### TASK DESCRIPTION
When a record contains an image, skip the image and retype the rest of that record exactly.
########
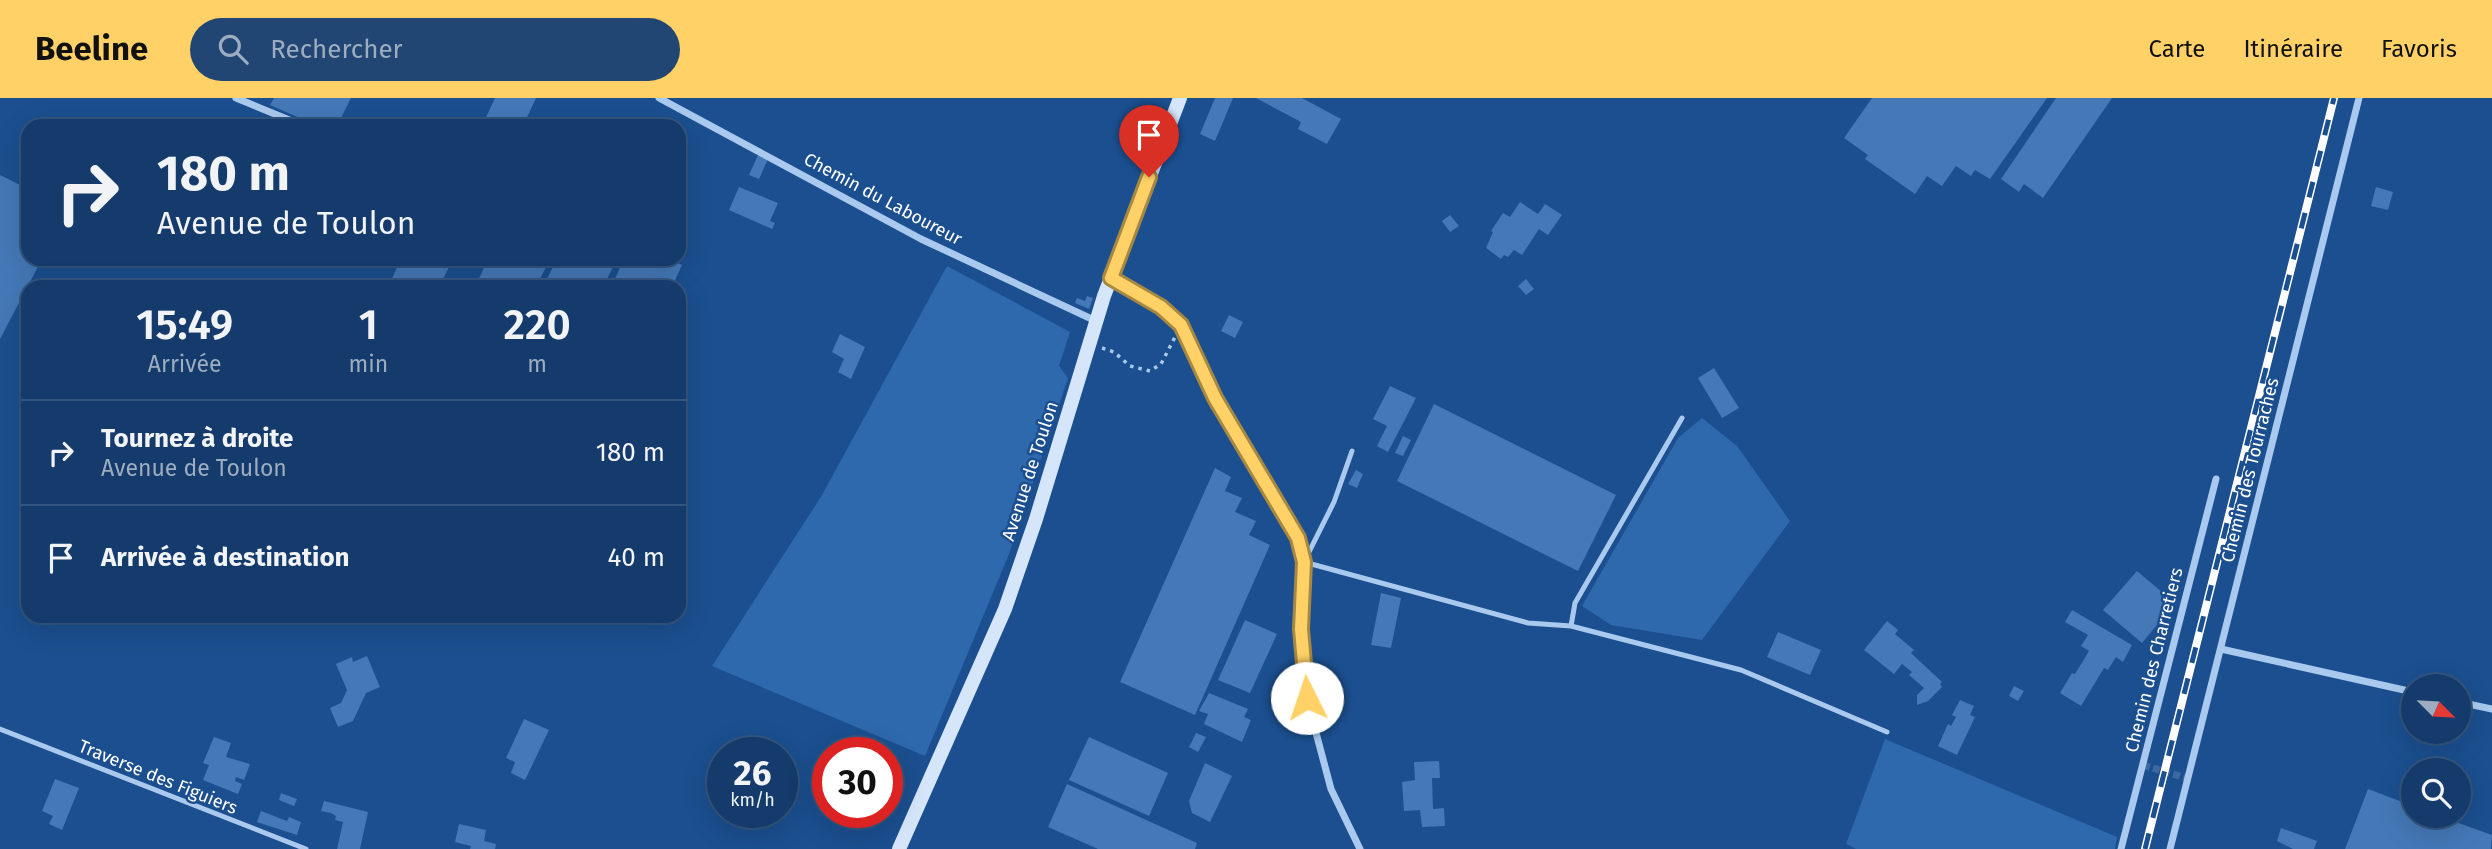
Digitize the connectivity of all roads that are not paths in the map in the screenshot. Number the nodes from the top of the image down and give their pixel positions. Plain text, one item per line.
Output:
1 (236, 98) edge
2 (659, 98) edge
3 (1180, 98) edge
4 (2359, 98) edge
5 (287, 119) edge
6 (1111, 278) junction
7 (1097, 321) junction
8 (1682, 418) dead end
9 (1352, 451) dead end
10 (2216, 479) dead end
11 (1304, 562) junction
12 (1571, 626) junction
13 (2221, 649) junction
14 (2401, 689) edge
15 (2471, 705) edge
16 (2492, 709) edge
17 (0, 729) edge
18 (1887, 732) dead end
19 (306, 849) edge
20 (899, 849) edge
21 (1360, 849) edge
22 (2121, 849) edge
23 (2171, 849) edge

1 - 5 street
2 - 7 street, Chemin du Laboureur
3 - 6 main road, Avenue de Toulon
4 - 13 street, Chemin des Tourraches
6 - 7 main road, Avenue de Toulon
6 - 11 street
7 - 20 main road, Avenue de Toulon
8 - 12 lane
9 - 11 lane
10 - 22 street, Chemin des Charretiers
11 - 12 lane
11 - 21 street
12 - 18 lane
13 - 14 street
13 - 23 street, Chemin des Tourraches
15 - 16 street
17 - 19 lane, Traverse des Figuiers

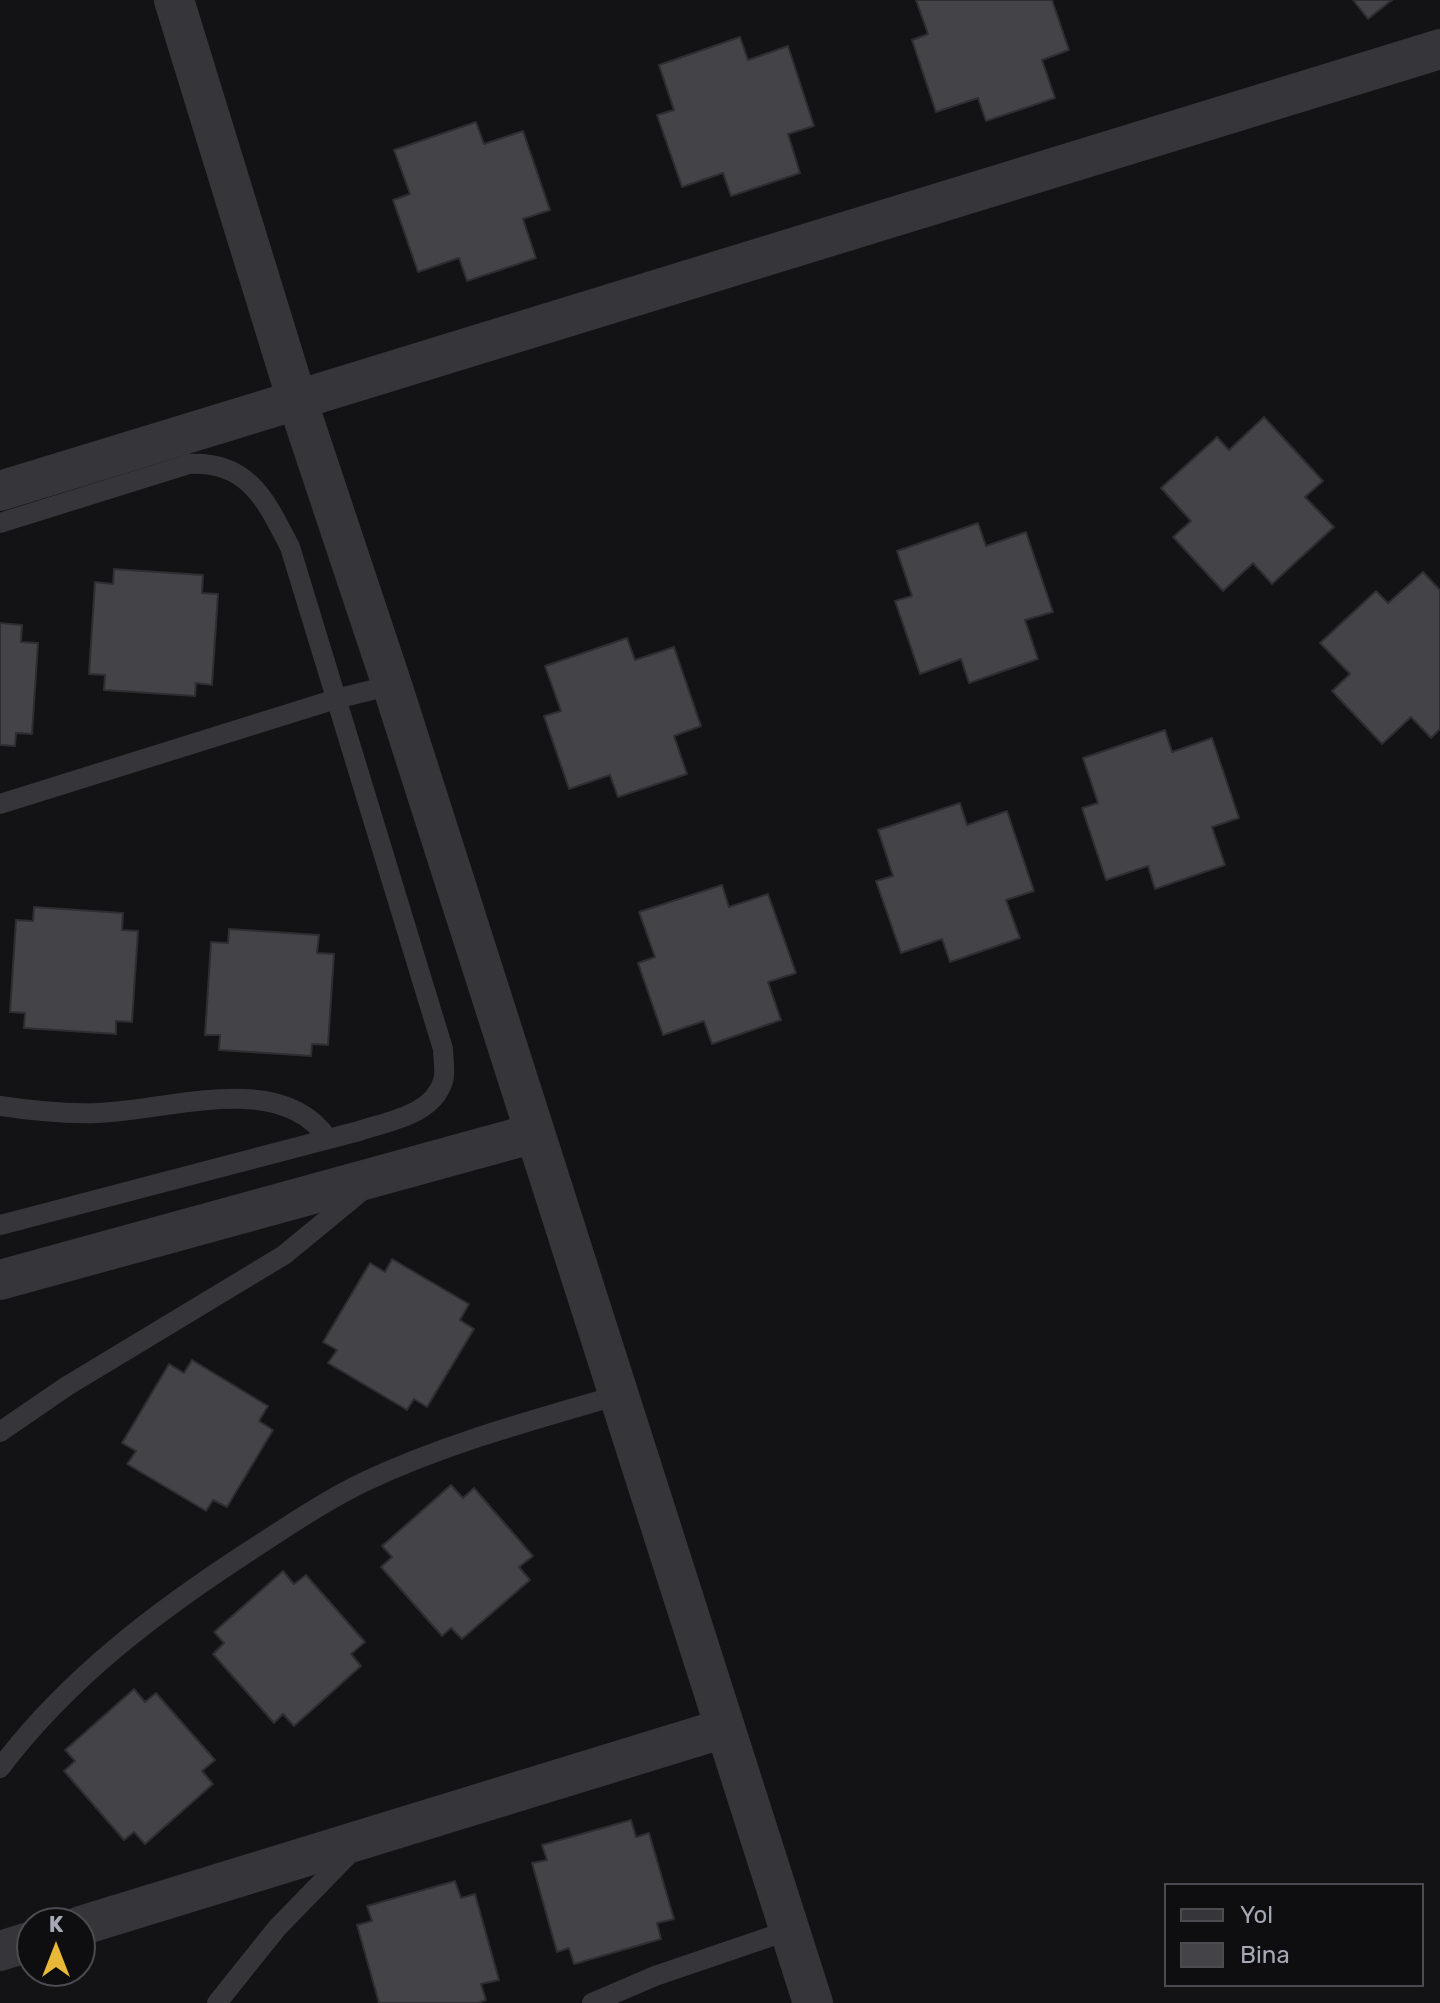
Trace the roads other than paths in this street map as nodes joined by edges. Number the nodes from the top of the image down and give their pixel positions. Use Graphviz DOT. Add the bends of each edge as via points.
########
### WRITTEN ANSWER
Digitize the connectivity of all roads that are not paths in the map in the screenshot. Number the nodes from the top of the image down and give their pixel positions. Plain text, one item per line.
Output:
1 (236, 98) edge
2 (659, 98) edge
3 (1180, 98) edge
4 (2359, 98) edge
5 (287, 119) edge
6 (1111, 278) junction
7 (1097, 321) junction
8 (1682, 418) dead end
9 (1352, 451) dead end
10 (2216, 479) dead end
11 (1304, 562) junction
12 (1571, 626) junction
13 (2221, 649) junction
14 (2401, 689) edge
15 (2471, 705) edge
16 (2492, 709) edge
17 (0, 729) edge
18 (1887, 732) dead end
19 (306, 849) edge
20 (899, 849) edge
21 (1360, 849) edge
22 (2121, 849) edge
23 (2171, 849) edge

1 - 5 street
2 - 7 street, Chemin du Laboureur
3 - 6 main road, Avenue de Toulon
4 - 13 street, Chemin des Tourraches
6 - 7 main road, Avenue de Toulon
6 - 11 street
7 - 20 main road, Avenue de Toulon
8 - 12 lane
9 - 11 lane
10 - 22 street, Chemin des Charretiers
11 - 12 lane
11 - 21 street
12 - 18 lane
13 - 14 street
13 - 23 street, Chemin des Tourraches
15 - 16 street
17 - 19 lane, Traverse des Figuiers

Trace the roads other than paths in this street map as nodes joined by edges. Number the nodes from the top of the image down and give their pixel positions. Use Graphviz DOT. Add the bends of each edge as via points.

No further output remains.